◆ ASSIGNMENT:
Apart from the pictures, every line below is to be set down exactly.

[Collected data]
==============================

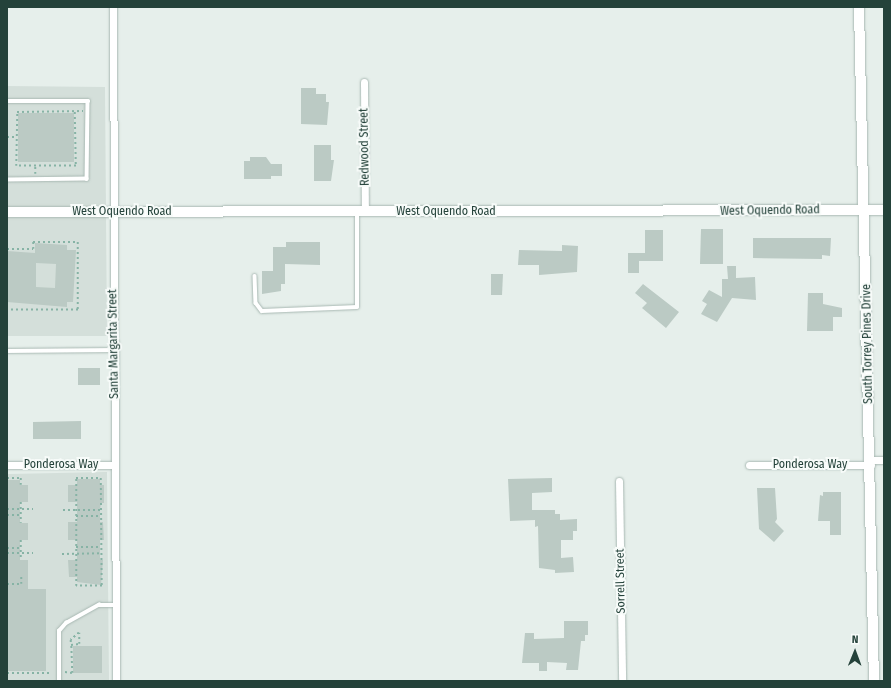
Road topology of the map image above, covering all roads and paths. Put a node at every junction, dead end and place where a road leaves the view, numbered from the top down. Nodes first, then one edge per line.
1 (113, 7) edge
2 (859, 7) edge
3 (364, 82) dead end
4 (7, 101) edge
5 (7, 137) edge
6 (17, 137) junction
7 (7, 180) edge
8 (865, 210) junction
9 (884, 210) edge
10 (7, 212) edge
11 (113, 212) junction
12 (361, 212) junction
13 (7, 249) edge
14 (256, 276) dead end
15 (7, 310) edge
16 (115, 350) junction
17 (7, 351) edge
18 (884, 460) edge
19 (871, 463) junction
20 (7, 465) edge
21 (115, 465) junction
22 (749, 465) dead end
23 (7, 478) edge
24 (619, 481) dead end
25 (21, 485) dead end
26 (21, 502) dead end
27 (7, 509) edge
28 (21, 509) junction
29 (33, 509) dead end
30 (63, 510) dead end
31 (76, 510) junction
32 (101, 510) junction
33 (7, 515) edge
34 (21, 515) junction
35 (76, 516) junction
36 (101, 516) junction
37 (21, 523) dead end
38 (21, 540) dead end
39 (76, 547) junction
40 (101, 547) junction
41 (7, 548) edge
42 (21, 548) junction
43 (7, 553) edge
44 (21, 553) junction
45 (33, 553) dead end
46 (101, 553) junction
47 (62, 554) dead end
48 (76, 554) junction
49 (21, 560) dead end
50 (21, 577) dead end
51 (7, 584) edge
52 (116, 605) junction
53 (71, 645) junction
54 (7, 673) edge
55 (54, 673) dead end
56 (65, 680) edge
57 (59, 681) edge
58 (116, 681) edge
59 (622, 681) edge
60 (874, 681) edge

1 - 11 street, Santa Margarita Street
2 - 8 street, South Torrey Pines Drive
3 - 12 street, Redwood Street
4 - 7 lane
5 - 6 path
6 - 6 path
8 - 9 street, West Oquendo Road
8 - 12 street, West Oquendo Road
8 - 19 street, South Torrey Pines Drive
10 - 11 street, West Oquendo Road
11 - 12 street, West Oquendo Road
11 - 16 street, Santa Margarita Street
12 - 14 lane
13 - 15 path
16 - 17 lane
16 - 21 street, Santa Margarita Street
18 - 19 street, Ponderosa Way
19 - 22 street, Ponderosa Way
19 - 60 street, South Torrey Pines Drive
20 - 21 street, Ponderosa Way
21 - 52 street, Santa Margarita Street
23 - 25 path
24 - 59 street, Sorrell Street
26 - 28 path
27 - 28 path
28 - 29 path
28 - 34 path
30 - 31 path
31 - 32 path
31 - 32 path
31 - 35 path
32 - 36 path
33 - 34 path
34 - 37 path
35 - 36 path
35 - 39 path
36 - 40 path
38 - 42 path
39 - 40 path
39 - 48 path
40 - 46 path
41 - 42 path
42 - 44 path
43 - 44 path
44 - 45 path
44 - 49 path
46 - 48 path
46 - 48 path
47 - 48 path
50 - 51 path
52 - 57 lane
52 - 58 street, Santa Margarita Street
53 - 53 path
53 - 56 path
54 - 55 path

==============================

◆ THE COMPLETED TASK:
Road topology of the map image above, covering all roads and paths. Put a node at every junction, dead end and place where a road leaves the view, numbered from the top down. Nodes first, then one edge per line.
1 (113, 7) edge
2 (859, 7) edge
3 (364, 82) dead end
4 (7, 101) edge
5 (7, 137) edge
6 (17, 137) junction
7 (7, 180) edge
8 (865, 210) junction
9 (884, 210) edge
10 (7, 212) edge
11 (113, 212) junction
12 (361, 212) junction
13 (7, 249) edge
14 (256, 276) dead end
15 (7, 310) edge
16 (115, 350) junction
17 (7, 351) edge
18 (884, 460) edge
19 (871, 463) junction
20 (7, 465) edge
21 (115, 465) junction
22 (749, 465) dead end
23 (7, 478) edge
24 (619, 481) dead end
25 (21, 485) dead end
26 (21, 502) dead end
27 (7, 509) edge
28 (21, 509) junction
29 (33, 509) dead end
30 (63, 510) dead end
31 (76, 510) junction
32 (101, 510) junction
33 (7, 515) edge
34 (21, 515) junction
35 (76, 516) junction
36 (101, 516) junction
37 (21, 523) dead end
38 (21, 540) dead end
39 (76, 547) junction
40 (101, 547) junction
41 (7, 548) edge
42 (21, 548) junction
43 (7, 553) edge
44 (21, 553) junction
45 (33, 553) dead end
46 (101, 553) junction
47 (62, 554) dead end
48 (76, 554) junction
49 (21, 560) dead end
50 (21, 577) dead end
51 (7, 584) edge
52 (116, 605) junction
53 (71, 645) junction
54 (7, 673) edge
55 (54, 673) dead end
56 (65, 680) edge
57 (59, 681) edge
58 (116, 681) edge
59 (622, 681) edge
60 (874, 681) edge

1 - 11 street, Santa Margarita Street
2 - 8 street, South Torrey Pines Drive
3 - 12 street, Redwood Street
4 - 7 lane
5 - 6 path
6 - 6 path
8 - 9 street, West Oquendo Road
8 - 12 street, West Oquendo Road
8 - 19 street, South Torrey Pines Drive
10 - 11 street, West Oquendo Road
11 - 12 street, West Oquendo Road
11 - 16 street, Santa Margarita Street
12 - 14 lane
13 - 15 path
16 - 17 lane
16 - 21 street, Santa Margarita Street
18 - 19 street, Ponderosa Way
19 - 22 street, Ponderosa Way
19 - 60 street, South Torrey Pines Drive
20 - 21 street, Ponderosa Way
21 - 52 street, Santa Margarita Street
23 - 25 path
24 - 59 street, Sorrell Street
26 - 28 path
27 - 28 path
28 - 29 path
28 - 34 path
30 - 31 path
31 - 32 path
31 - 32 path
31 - 35 path
32 - 36 path
33 - 34 path
34 - 37 path
35 - 36 path
35 - 39 path
36 - 40 path
38 - 42 path
39 - 40 path
39 - 48 path
40 - 46 path
41 - 42 path
42 - 44 path
43 - 44 path
44 - 45 path
44 - 49 path
46 - 48 path
46 - 48 path
47 - 48 path
50 - 51 path
52 - 57 lane
52 - 58 street, Santa Margarita Street
53 - 53 path
53 - 56 path
54 - 55 path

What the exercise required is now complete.